The unemployment rate in New Brunswick rose to 8.4 per cent in December as employment decreased by 3,100, according to the latest labour force survey released by Statistics Canada Friday.
The change was a small one, the report said, noting the unemployment rate rose by 0.5 percentage points. But overall, after little change in 2017, employment in New Brunswick fell by 5,100 (-1.4%) last year. The province’s labour force also shrank by 1,200 workers, from 385,000 in November to 383,800 in December.
“The employment trend-cycle in the province has been relatively steady since the autumn of 2016,” the report said.
In Moncton, the labour force increased 0.7 per cent from November to December, and 1.2 per cent year-on-year. Employment also increased 0.9 per cent in December and rose 1.9 per cent compared to December 2017. Unemployment has fallen 8.2 per cent compared to December 2017.
Meanwhile, in Saint John, the labour force also increased slightly – by 0.1 per cent in December. Employment saw a 2.5 per cent rise year-over-year, but from November to December, it fell 0.5 per cent. Unemployment increased 7.3 per cent compared to December 2017.
Nationally, the unemployment rate for the year fell to 5.6 per cent – the lowest in 43 years. In the year to December, employment rose by 163,000, entirely driven by a 185,000 gain in full-time jobs, the survey said.
The service industries, including healthcare and social assistance, educational services, transportation and warehousing, and business, building and other support services, were the biggest contributor to employment gains.

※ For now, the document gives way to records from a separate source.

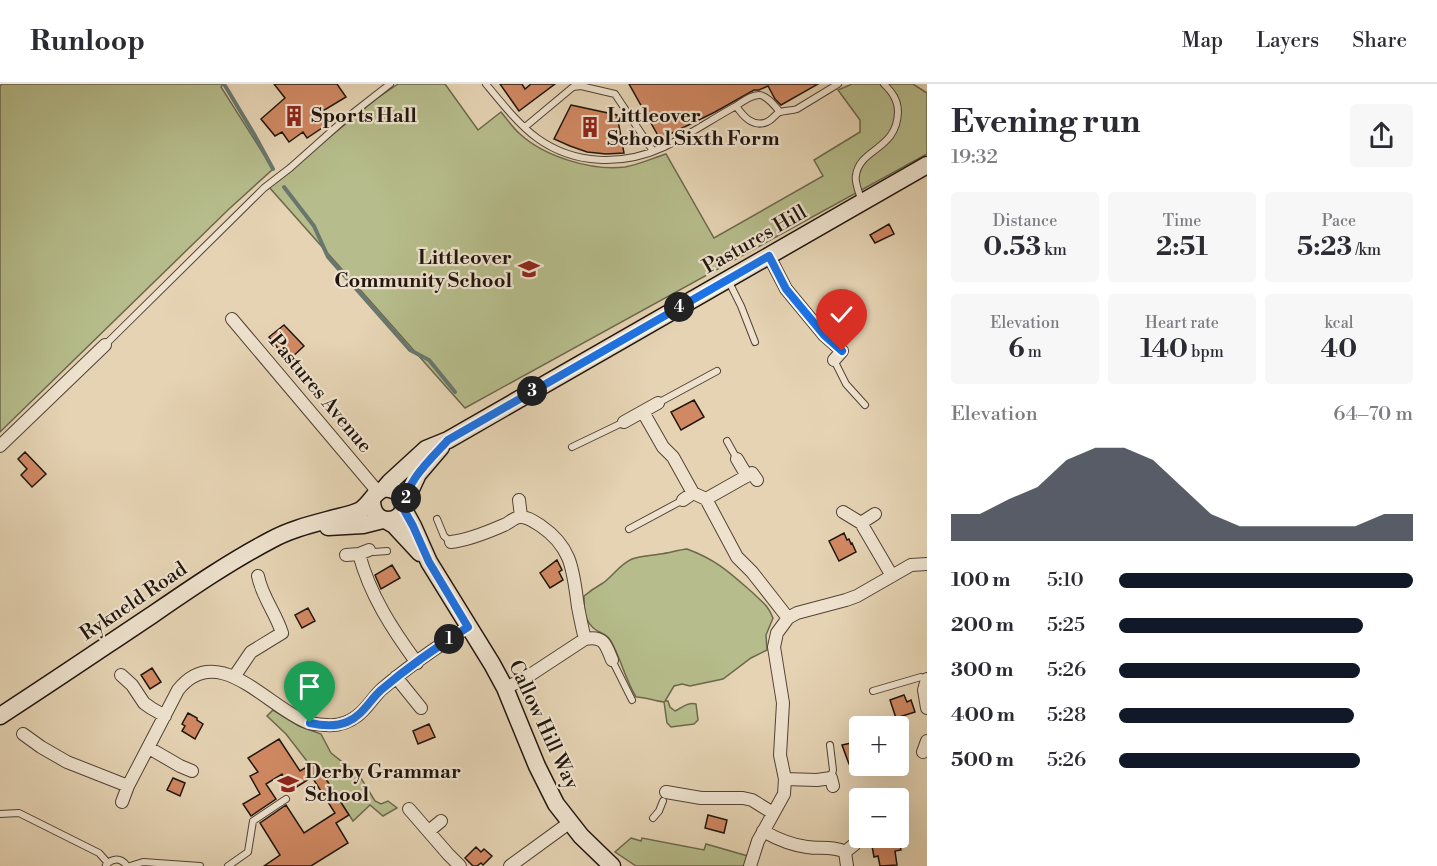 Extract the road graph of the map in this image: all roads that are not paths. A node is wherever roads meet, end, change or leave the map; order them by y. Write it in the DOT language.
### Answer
graph roads {
  1 [pos="390,84"];
  2 [pos="486,84"];
  3 [pos="838,84"];
  4 [pos="884,84"];
  5 [pos="736,106"];
  6 [pos="780,112"];
  7 [pos="525,127"];
  8 [pos="653,151"];
  9 [pos="927,165"];
  10 [pos="862,202"];
  11 [pos="769,256"];
  12 [pos="728,280"];
  13 [pos="232,319"];
  14 [pos="755,342"];
  15 [pos="105,345"];
  16 [pos="834,360"];
  17 [pos="717,371"];
  18 [pos="658,403"];
  19 [pos="865,405"];
  20 [pos="643,412"];
  21 [pos="624,422"];
  22 [pos="448,440"];
  23 [pos="727,441"];
  24 [pos="0,446"];
  25 [pos="572,447"];
  26 [pos="737,459"];
  27 [pos="378,494"];
  28 [pos="688,497"];
  29 [pos="706,499"];
  30 [pos="519,500"];
  31 [pos="403,506"];
  32 [pos="843,512"];
  33 [pos="875,514"];
  34 [pos="521,516"];
  35 [pos="437,519"];
  36 [pos="385,520"];
  37 [pos="861,523"];
  38 [pos="295,529"];
  39 [pos="629,529"];
  40 [pos="451,542"];
  41 [pos="387,551"];
  42 [pos="353,553"];
  43 [pos="429,562"];
  44 [pos="927,564"];
  45 [pos="258,576"];
  46 [pos="891,576"];
  47 [pos="788,618"];
  48 [pos="468,627"];
  49 [pos="585,639"];
  50 [pos="612,660"];
  51 [pos="417,663"];
  52 [pos="121,675"];
  53 [pos="234,677"];
  54 [pos="396,677"];
  55 [pos="927,679"];
  56 [pos="505,688"];
  57 [pos="873,691"];
  58 [pos="632,699"];
  59 [pos="421,708"];
  60 [pos="927,708"];
  61 [pos="0,716"];
  62 [pos="165,716"];
  63 [pos="23,734"];
  64 [pos="830,745"];
  65 [pos="148,748"];
  66 [pos="192,771"];
  67 [pos="785,779"];
  68 [pos="832,782"];
  69 [pos="128,786"];
  70 [pos="666,791"];
  71 [pos="286,799"];
  72 [pos="122,802"];
  73 [pos="410,809"];
  74 [pos="773,813"];
  75 [pos="0,814"];
  76 [pos="653,818"];
  77 [pos="441,821"];
  78 [pos="569,823"];
  79 [pos="429,831"];
  80 [pos="763,831"];
  81 [pos="850,848"];
  82 [pos="844,852"];
  83 [pos="107,865"];
  84 [pos="129,866"];
  85 [pos="200,866"];
  86 [pos="228,866"];
  87 [pos="460,866"];
  88 [pos="510,866"];
  89 [pos="612,866"];
  90 [pos="750,866"];
  91 [pos="847,866"];
  1 -- 15 [label="lane"];
  2 -- 7 [label="lane"];
  3 -- 6 [label="lane"];
  4 -- 10 [label="lane"];
  5 -- 6 [label="lane"];
  5 -- 6 [label="lane"];
  5 -- 8 [label="lane"];
  7 -- 8 [label="lane"];
  7 -- 8 [label="lane"];
  9 -- 10 [label="street, Pastures Hill"];
  10 -- 11 [label="street, Pastures Hill"];
  11 -- 12 [label="street, Pastures Hill"];
  11 -- 16 [label="street"];
  12 -- 14 [label="lane"];
  12 -- 22 [label="street, Pastures Hill"];
  13 -- 27 [label="street, Pastures Avenue"];
  15 -- 24 [label="street"];
  16 -- 19 [label="lane"];
  17 -- 18 [label="lane"];
  18 -- 20 [label="street"];
  20 -- 21 [label="street"];
  20 -- 28 [label="street"];
  21 -- 25 [label="lane"];
  22 -- 27 [label="street, Pastures Hill"];
  22 -- 31 [label="street, Pastures Hill"];
  23 -- 26 [label="lane"];
  26 -- 29 [label="street"];
  27 -- 31 [label="street"];
  27 -- 36 [label="street"];
  27 -- 38 [label="street, Rykneld Road"];
  28 -- 29 [label="street"];
  28 -- 39 [label="lane"];
  29 -- 47 [label="street"];
  30 -- 34 [label="street"];
  31 -- 36 [label="street"];
  31 -- 43 [label="street, Callow Hill Way"];
  32 -- 37 [label="street"];
  33 -- 37 [label="street"];
  34 -- 40 [label="street"];
  34 -- 49 [label="street"];
  35 -- 40 [label="lane"];
  36 -- 38 [label="street, Rykneld Road"];
  36 -- 43 [label="street, Callow Hill Way"];
  37 -- 46 [label="street"];
  38 -- 61 [label="street, Rykneld Road"];
  41 -- 42 [label="lane"];
  42 -- 51 [label="street"];
  43 -- 48 [label="street, Callow Hill Way"];
  44 -- 46 [label="street"];
  45 -- 53 [label="street"];
  46 -- 47 [label="street"];
  47 -- 67 [label="street"];
  48 -- 51 [label="street"];
  48 -- 56 [label="street, Callow Hill Way"];
  49 -- 50 [label="street"];
  49 -- 56 [label="street"];
  50 -- 58 [label="lane"];
  51 -- 54 [label="street"];
  52 -- 62 [label="street"];
  53 -- 54 [label="street"];
  53 -- 62 [label="street"];
  54 -- 59 [label="street"];
  55 -- 57 [label="lane"];
  55 -- 60 [label="street"];
  56 -- 78 [label="street, Callow Hill Way"];
  62 -- 65 [label="street"];
  63 -- 69 [label="street"];
  64 -- 68 [label="lane"];
  65 -- 66 [label="street"];
  65 -- 69 [label="street"];
  67 -- 68 [label="street"];
  67 -- 74 [label="street"];
  69 -- 72 [label="street"];
  70 -- 74 [label="street"];
  70 -- 76 [label="lane"];
  71 -- 86 [label="lane"];
  73 -- 79 [label="street"];
  74 -- 80 [label="street"];
  75 -- 83 [label="lane"];
  77 -- 79 [label="street"];
  78 -- 88 [label="street"];
  78 -- 89 [label="street, Callow Hill Way"];
  79 -- 87 [label="street"];
  80 -- 82 [label="street"];
  80 -- 90 [label="street"];
  81 -- 82 [label="street"];
  82 -- 91 [label="street"];
  83 -- 84 [label="lane"];
  84 -- 85 [label="lane"];
}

On the other hand, employment dropped in wholesale and retail trade; information, culture and recreation; manufacturing; and finance, insurance, real estate, rental and leasing.
Private sector employees also increased by 101,000 in 2018 and self-employment rose, while public sector employment saw little change. Employment in natural resources remained steady in 2018 after gains in 2017.
Experts have been expecting wages to increase as more people find work. But the sharp deceleration since mid-2018 is seen as a good reason for the Bank of Canada to wait longer before raising interesting rates.
The Bank of Canada has been watching wage growth ahead of its rate decisions as it tries to determine how well-indebted households can absorb higher borrowing costs.
“We suspect that behind the scenes, the Bank of Canada is also a bit puzzled by the combination of healthy trend employment gains and decelerating wages,” TD senior economist Brian DePratto wrote in a note to clients Friday.
“Without bottom-up wage pressure, further monetary tightening is clearly not urgent.”
With files from The Canadian Press.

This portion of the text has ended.